As the plan was to use grabs to remove sediment at the BH34 site, the report excluded that borehole’s test data from its water quality calculations.
However, the risks were not addressed of the grab process leaking plumes of contaminants or exposing an older toxic level of the riverbed to the tidal river waters above.
A range of PAHs had high concentrations throughout the site. Among the PAHs was pyrene, a waste product from the coal tar production process.
Pyridine – which was not tested for – is also a product of coal tar processing as well as coke production and smelting. It is found in those industries’ slag heaps. The South Bank area’s old nickname was Slaggy Island, due to the many slag heaps that had been tipped there.
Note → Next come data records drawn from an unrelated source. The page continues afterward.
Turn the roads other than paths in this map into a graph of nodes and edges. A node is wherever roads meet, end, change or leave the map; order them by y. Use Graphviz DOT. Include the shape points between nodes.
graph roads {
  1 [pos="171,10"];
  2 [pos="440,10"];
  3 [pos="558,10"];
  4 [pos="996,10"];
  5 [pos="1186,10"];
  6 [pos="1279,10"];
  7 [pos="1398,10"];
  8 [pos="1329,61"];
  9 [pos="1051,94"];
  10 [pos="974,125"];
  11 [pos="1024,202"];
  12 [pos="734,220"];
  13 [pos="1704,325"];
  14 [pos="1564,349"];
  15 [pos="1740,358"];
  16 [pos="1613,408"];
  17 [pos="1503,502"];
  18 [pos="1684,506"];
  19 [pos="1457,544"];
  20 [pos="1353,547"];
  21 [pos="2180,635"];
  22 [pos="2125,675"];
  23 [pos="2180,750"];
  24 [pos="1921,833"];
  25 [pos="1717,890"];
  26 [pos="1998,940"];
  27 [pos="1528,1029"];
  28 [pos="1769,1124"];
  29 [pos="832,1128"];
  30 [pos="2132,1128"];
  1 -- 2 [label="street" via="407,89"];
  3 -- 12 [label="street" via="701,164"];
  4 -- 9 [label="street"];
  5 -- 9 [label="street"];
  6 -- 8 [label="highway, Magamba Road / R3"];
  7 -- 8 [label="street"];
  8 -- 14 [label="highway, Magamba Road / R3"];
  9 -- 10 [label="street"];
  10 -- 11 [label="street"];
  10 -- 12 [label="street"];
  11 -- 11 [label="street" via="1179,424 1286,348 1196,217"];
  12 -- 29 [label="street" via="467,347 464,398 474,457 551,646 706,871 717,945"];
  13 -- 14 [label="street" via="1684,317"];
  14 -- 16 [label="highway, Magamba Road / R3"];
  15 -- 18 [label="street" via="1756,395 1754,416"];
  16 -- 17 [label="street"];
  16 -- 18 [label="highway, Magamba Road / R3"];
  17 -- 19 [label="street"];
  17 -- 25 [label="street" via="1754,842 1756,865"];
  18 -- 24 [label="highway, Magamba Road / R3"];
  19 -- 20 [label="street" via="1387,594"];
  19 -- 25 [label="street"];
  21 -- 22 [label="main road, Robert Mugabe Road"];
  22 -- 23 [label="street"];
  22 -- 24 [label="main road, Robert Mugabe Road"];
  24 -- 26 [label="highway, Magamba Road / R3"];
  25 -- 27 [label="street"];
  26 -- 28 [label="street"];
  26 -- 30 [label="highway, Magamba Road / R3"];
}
The deep dredge is not the first disturbance at South Bank Quay. At the beginning of September the work began to drive 300 6-feet wide, 30 metre-long tubular piles into the river’s bank to support the hardstanding. At the same time downstream at Seal Sands, Vertellus Specialties (UK) Ltd closed its doors, decommissioning its site that included a pyridine processing plant.
In late September to early October, the dredger ORCA spent ten days doing routine dredging at the river mouth. A day after it finished the first of the dead crustaceans appeared on the beaches.
The human chain protest
Sally Bunce, environmentalist and co-organiser of the human chain said:
“Myself and fellow campaigners are devastated at the commencement of dredging at the South bank quay. This location has contamination levels of arsenic and other toxins which preclude it from sea disposal. Defra themselves stated last week in a legal document that they are still investigating the die off yet South Tees Development Corporation and [metropolitan] mayor Ben Houchen have chosen to proceed and put our sea and public health at risk.”
She described the national demonstration:
“On 2 October we will take our [human chain] Wave around the UK and intend to create a tsunami of support and solidarity for the ailing seas and rivers. Locally we continue to fight to stop this destructive dredging before irreversible damage is done.”
Of the national action, co-organiser and seal rescuer Alison Pake said:
“It would be awesome if we could get the people of England, Ireland, Scotland and Wales to come together and join hands to raise awareness. Our sea and our waterways have been badly impacted not only in the Tees but around the coastline and in the rivers. It’s the damage that sewerage and the toxins that are dredged up are doing.”
Next year one million cubic metres of sediment will be dredged from the South Bank Quay and dumped at sea.